Tony: Yeah, absolutely. Tom is a wonderful collaborator. And the process is not really that different because like Alessandro, Tom has strong aesthetics. Tom has strong ideas about how things sound, or should sound, or how he will make them sound. And so there is a lot of, it's not just us saying, "Tom, do this." It's us saying, "Tom, do this" and him saying, "That's not how I would quite want to do that. Let me tell you how I would like to do that." He has wonderful aesthetics. So the end results are great.
Darwin: I was just going to say, when you see the results it makes it pretty easy to trust his vision, right?
Tony: One hundred percent, yeah. The only thing I ever would fault Tom for is he always pushes everything to the upper limits. So any technology that we're using, if it can go to 110 he's at 109.9 at all times. He just pushes everything to the absolute maximum capabilities, he doesn't leave any window. It's funny because every year new technology comes out and we'll adapt it from time to time. And then I'll always think we have more power for now, once he gets this in his hands, we'll be waiting for the next bump.
Darwin: In talking about Tom, some of the stuff that he came up with since the last time we talked, key among them is the Morphagene. Which is kind of at the heart of an awful lot of people's modular studios now It kind of extends the aesthetic of like the tape music culture, and music contrete stuff. You kind of started with the Phonogene, but we actually discussed as part of our previous conversation that finding information about the old tape studios and music concrete was something that you ran across in the New York libraries and was really influential to you. Now you're at the point where you're actually making systems that are sort of like tape music studios in a box. How does that feel? And how does that kind of aesthetic drive some of your design decisions?

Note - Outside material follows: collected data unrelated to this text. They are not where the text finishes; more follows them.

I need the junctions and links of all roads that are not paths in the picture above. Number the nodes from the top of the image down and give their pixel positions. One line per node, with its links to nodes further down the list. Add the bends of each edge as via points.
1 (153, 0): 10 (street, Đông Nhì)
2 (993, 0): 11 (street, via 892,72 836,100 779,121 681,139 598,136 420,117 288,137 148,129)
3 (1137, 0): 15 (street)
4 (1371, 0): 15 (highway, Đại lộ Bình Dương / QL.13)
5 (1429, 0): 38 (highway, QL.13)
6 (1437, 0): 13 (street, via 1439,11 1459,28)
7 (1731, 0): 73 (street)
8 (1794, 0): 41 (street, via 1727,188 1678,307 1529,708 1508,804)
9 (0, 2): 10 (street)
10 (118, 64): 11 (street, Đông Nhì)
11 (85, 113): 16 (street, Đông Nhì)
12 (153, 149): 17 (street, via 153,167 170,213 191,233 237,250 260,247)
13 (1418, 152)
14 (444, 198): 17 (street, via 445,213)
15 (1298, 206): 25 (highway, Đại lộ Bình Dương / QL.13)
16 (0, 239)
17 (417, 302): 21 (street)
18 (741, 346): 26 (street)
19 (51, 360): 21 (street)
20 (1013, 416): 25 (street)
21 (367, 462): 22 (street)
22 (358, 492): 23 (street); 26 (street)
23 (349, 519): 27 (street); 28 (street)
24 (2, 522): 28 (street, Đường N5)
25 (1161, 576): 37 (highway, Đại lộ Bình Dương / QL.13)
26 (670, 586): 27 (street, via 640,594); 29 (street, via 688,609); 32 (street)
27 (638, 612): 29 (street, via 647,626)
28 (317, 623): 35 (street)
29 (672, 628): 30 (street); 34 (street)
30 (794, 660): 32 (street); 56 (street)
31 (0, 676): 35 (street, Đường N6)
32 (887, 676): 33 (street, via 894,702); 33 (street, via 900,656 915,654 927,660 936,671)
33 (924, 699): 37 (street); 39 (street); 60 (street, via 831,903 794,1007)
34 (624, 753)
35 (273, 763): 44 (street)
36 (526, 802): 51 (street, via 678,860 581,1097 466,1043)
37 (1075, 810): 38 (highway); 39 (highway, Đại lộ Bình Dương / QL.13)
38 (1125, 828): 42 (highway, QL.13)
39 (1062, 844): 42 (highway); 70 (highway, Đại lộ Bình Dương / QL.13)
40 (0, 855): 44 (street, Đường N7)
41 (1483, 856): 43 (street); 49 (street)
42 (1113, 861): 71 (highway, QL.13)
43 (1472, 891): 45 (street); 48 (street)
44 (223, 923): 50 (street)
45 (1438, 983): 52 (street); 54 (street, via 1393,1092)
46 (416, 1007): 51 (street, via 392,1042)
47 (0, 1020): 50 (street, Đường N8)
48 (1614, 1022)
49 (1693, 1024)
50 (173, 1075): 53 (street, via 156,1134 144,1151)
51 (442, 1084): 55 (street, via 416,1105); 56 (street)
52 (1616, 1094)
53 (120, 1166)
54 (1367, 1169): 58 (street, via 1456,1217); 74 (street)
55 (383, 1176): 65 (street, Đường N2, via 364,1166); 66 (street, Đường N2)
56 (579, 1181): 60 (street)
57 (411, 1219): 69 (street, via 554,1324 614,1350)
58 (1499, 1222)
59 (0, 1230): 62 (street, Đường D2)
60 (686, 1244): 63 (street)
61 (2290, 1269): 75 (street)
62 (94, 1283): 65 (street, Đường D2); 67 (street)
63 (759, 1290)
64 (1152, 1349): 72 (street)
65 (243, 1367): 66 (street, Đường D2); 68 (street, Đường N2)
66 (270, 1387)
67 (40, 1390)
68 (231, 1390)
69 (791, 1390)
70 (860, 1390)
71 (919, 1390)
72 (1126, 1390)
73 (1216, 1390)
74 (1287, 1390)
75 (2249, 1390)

Tony: Well it feels awesome because it's something that I was excited about. And interestingly enough, I recently returned to actual tape loops briefly. I would say while it is incredibly fun and tactile to actually cut a loop and to mark stuff up with grease pencils and then live with the happy accidents that occurred from time to time. But the whole process takes so much longer, what you can do with something like a tape or micro sound, or for that matter, countless Max devices is just incredible. And so to have something that's physical, that has like the tactile feel of cutting loops on a tape machine. Just because it is physical and there's buttons you can press and so on, but has also some of the benefits of digital sound manipulation, it's a great thing.
It was definitely a goal of mine to create something like that. I didn't think I'd ever actually be able to do it, but it's great to have it. And it's just fun to play with. Even if you're not creating music that you're going to try to release into the world you're just having fun cutting up YouTube clips that you've sampled. I spent so much time just sampling the President or something and just patching around and having fun with that. So it feels wonderful, and as far as like design aesthetics in future designs, I think that's a harder one. I feel like modular informed so much about, obviously, something like the Tape and Microsound, or the Morphagene, or the Phonogene, there was this idea. Obviously granular synthesis has existed in computer format for so long, but one of the things I always felt was, I could achieve really interesting results, but I always felt like there was something between myself and the digital audio.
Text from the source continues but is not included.